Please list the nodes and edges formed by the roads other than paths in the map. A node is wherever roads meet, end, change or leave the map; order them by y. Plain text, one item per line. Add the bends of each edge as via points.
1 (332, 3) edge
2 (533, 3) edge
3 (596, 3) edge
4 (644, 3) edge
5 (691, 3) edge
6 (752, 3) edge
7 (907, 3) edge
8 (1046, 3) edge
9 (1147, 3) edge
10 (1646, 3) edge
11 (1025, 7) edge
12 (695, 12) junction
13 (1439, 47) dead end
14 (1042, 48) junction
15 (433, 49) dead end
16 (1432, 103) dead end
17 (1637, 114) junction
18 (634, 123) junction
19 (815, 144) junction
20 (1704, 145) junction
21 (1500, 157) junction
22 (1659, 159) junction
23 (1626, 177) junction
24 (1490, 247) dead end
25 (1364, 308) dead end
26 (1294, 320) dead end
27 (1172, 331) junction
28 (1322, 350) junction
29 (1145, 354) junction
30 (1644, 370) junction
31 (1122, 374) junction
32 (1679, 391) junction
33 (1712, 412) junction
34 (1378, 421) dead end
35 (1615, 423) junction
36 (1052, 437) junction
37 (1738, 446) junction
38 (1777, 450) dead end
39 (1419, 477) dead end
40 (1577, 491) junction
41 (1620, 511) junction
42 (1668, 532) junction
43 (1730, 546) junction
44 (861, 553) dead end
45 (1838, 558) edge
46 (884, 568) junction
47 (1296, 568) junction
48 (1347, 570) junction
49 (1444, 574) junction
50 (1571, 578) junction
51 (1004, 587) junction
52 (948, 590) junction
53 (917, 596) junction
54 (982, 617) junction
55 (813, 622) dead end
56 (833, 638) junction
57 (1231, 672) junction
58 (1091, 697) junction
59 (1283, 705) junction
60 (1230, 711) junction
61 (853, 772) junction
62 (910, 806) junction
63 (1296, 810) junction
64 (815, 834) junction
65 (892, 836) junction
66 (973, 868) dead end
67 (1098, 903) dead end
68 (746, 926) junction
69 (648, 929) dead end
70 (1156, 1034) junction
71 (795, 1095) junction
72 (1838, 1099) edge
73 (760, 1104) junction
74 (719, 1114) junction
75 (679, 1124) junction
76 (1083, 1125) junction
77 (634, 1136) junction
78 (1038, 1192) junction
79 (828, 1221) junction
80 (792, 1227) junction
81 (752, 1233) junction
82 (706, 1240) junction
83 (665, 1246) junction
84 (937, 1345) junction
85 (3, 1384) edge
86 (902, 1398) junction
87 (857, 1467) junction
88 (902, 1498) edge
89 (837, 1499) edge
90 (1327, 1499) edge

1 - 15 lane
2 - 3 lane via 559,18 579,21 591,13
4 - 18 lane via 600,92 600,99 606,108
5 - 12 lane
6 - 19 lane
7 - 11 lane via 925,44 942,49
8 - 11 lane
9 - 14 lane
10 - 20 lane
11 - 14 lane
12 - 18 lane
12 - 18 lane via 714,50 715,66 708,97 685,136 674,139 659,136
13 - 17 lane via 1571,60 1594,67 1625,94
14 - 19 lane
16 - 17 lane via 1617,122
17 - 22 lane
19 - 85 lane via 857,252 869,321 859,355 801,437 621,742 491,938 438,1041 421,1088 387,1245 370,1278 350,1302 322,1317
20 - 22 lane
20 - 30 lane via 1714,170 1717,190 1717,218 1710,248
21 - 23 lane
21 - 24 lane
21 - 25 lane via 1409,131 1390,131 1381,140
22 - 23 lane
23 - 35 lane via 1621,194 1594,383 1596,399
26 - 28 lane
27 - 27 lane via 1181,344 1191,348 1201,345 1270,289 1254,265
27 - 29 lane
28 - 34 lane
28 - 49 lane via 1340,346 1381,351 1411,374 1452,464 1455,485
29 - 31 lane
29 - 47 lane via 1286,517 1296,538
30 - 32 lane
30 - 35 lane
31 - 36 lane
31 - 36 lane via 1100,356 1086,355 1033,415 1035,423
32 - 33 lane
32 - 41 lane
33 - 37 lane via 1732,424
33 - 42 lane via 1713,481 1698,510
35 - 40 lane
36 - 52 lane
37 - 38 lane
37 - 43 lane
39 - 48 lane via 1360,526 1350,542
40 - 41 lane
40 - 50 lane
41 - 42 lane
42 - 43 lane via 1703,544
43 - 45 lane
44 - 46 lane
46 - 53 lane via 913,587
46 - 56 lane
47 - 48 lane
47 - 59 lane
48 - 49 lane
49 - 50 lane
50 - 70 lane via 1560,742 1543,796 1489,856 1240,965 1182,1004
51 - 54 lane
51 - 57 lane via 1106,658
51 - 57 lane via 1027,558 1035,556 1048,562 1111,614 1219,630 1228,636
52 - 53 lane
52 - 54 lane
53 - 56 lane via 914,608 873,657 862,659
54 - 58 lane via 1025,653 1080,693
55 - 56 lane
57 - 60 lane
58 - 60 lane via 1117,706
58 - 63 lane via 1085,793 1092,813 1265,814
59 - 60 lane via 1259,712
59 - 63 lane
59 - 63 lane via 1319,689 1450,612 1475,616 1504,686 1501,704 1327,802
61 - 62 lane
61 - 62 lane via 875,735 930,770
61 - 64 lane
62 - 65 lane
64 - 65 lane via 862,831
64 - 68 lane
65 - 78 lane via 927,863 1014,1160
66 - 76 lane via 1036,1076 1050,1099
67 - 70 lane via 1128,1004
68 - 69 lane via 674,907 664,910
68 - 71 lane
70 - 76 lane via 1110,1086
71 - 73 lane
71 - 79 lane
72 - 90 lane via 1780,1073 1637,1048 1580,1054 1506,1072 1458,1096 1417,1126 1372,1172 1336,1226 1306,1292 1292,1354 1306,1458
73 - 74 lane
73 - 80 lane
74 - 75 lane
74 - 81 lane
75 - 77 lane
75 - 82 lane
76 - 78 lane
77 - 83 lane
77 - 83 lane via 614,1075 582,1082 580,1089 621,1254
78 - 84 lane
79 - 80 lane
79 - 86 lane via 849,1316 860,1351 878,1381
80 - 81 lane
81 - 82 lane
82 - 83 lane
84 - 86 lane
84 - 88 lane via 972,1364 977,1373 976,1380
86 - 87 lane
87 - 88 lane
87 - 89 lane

## PROBLEM STATEMENT
Without omitting anything, retype all of the material above exactly.

## YOUR SOLUTION
Please list the nodes and edges formed by the roads other than paths in the map. A node is wherever roads meet, end, change or leave the map; order them by y. Plain text, one item per line. Add the bends of each edge as via points.
1 (332, 3) edge
2 (533, 3) edge
3 (596, 3) edge
4 (644, 3) edge
5 (691, 3) edge
6 (752, 3) edge
7 (907, 3) edge
8 (1046, 3) edge
9 (1147, 3) edge
10 (1646, 3) edge
11 (1025, 7) edge
12 (695, 12) junction
13 (1439, 47) dead end
14 (1042, 48) junction
15 (433, 49) dead end
16 (1432, 103) dead end
17 (1637, 114) junction
18 (634, 123) junction
19 (815, 144) junction
20 (1704, 145) junction
21 (1500, 157) junction
22 (1659, 159) junction
23 (1626, 177) junction
24 (1490, 247) dead end
25 (1364, 308) dead end
26 (1294, 320) dead end
27 (1172, 331) junction
28 (1322, 350) junction
29 (1145, 354) junction
30 (1644, 370) junction
31 (1122, 374) junction
32 (1679, 391) junction
33 (1712, 412) junction
34 (1378, 421) dead end
35 (1615, 423) junction
36 (1052, 437) junction
37 (1738, 446) junction
38 (1777, 450) dead end
39 (1419, 477) dead end
40 (1577, 491) junction
41 (1620, 511) junction
42 (1668, 532) junction
43 (1730, 546) junction
44 (861, 553) dead end
45 (1838, 558) edge
46 (884, 568) junction
47 (1296, 568) junction
48 (1347, 570) junction
49 (1444, 574) junction
50 (1571, 578) junction
51 (1004, 587) junction
52 (948, 590) junction
53 (917, 596) junction
54 (982, 617) junction
55 (813, 622) dead end
56 (833, 638) junction
57 (1231, 672) junction
58 (1091, 697) junction
59 (1283, 705) junction
60 (1230, 711) junction
61 (853, 772) junction
62 (910, 806) junction
63 (1296, 810) junction
64 (815, 834) junction
65 (892, 836) junction
66 (973, 868) dead end
67 (1098, 903) dead end
68 (746, 926) junction
69 (648, 929) dead end
70 (1156, 1034) junction
71 (795, 1095) junction
72 (1838, 1099) edge
73 (760, 1104) junction
74 (719, 1114) junction
75 (679, 1124) junction
76 (1083, 1125) junction
77 (634, 1136) junction
78 (1038, 1192) junction
79 (828, 1221) junction
80 (792, 1227) junction
81 (752, 1233) junction
82 (706, 1240) junction
83 (665, 1246) junction
84 (937, 1345) junction
85 (3, 1384) edge
86 (902, 1398) junction
87 (857, 1467) junction
88 (902, 1498) edge
89 (837, 1499) edge
90 (1327, 1499) edge

1 - 15 lane
2 - 3 lane via 559,18 579,21 591,13
4 - 18 lane via 600,92 600,99 606,108
5 - 12 lane
6 - 19 lane
7 - 11 lane via 925,44 942,49
8 - 11 lane
9 - 14 lane
10 - 20 lane
11 - 14 lane
12 - 18 lane
12 - 18 lane via 714,50 715,66 708,97 685,136 674,139 659,136
13 - 17 lane via 1571,60 1594,67 1625,94
14 - 19 lane
16 - 17 lane via 1617,122
17 - 22 lane
19 - 85 lane via 857,252 869,321 859,355 801,437 621,742 491,938 438,1041 421,1088 387,1245 370,1278 350,1302 322,1317
20 - 22 lane
20 - 30 lane via 1714,170 1717,190 1717,218 1710,248
21 - 23 lane
21 - 24 lane
21 - 25 lane via 1409,131 1390,131 1381,140
22 - 23 lane
23 - 35 lane via 1621,194 1594,383 1596,399
26 - 28 lane
27 - 27 lane via 1181,344 1191,348 1201,345 1270,289 1254,265
27 - 29 lane
28 - 34 lane
28 - 49 lane via 1340,346 1381,351 1411,374 1452,464 1455,485
29 - 31 lane
29 - 47 lane via 1286,517 1296,538
30 - 32 lane
30 - 35 lane
31 - 36 lane
31 - 36 lane via 1100,356 1086,355 1033,415 1035,423
32 - 33 lane
32 - 41 lane
33 - 37 lane via 1732,424
33 - 42 lane via 1713,481 1698,510
35 - 40 lane
36 - 52 lane
37 - 38 lane
37 - 43 lane
39 - 48 lane via 1360,526 1350,542
40 - 41 lane
40 - 50 lane
41 - 42 lane
42 - 43 lane via 1703,544
43 - 45 lane
44 - 46 lane
46 - 53 lane via 913,587
46 - 56 lane
47 - 48 lane
47 - 59 lane
48 - 49 lane
49 - 50 lane
50 - 70 lane via 1560,742 1543,796 1489,856 1240,965 1182,1004
51 - 54 lane
51 - 57 lane via 1106,658
51 - 57 lane via 1027,558 1035,556 1048,562 1111,614 1219,630 1228,636
52 - 53 lane
52 - 54 lane
53 - 56 lane via 914,608 873,657 862,659
54 - 58 lane via 1025,653 1080,693
55 - 56 lane
57 - 60 lane
58 - 60 lane via 1117,706
58 - 63 lane via 1085,793 1092,813 1265,814
59 - 60 lane via 1259,712
59 - 63 lane
59 - 63 lane via 1319,689 1450,612 1475,616 1504,686 1501,704 1327,802
61 - 62 lane
61 - 62 lane via 875,735 930,770
61 - 64 lane
62 - 65 lane
64 - 65 lane via 862,831
64 - 68 lane
65 - 78 lane via 927,863 1014,1160
66 - 76 lane via 1036,1076 1050,1099
67 - 70 lane via 1128,1004
68 - 69 lane via 674,907 664,910
68 - 71 lane
70 - 76 lane via 1110,1086
71 - 73 lane
71 - 79 lane
72 - 90 lane via 1780,1073 1637,1048 1580,1054 1506,1072 1458,1096 1417,1126 1372,1172 1336,1226 1306,1292 1292,1354 1306,1458
73 - 74 lane
73 - 80 lane
74 - 75 lane
74 - 81 lane
75 - 77 lane
75 - 82 lane
76 - 78 lane
77 - 83 lane
77 - 83 lane via 614,1075 582,1082 580,1089 621,1254
78 - 84 lane
79 - 80 lane
79 - 86 lane via 849,1316 860,1351 878,1381
80 - 81 lane
81 - 82 lane
82 - 83 lane
84 - 86 lane
84 - 88 lane via 972,1364 977,1373 976,1380
86 - 87 lane
87 - 88 lane
87 - 89 lane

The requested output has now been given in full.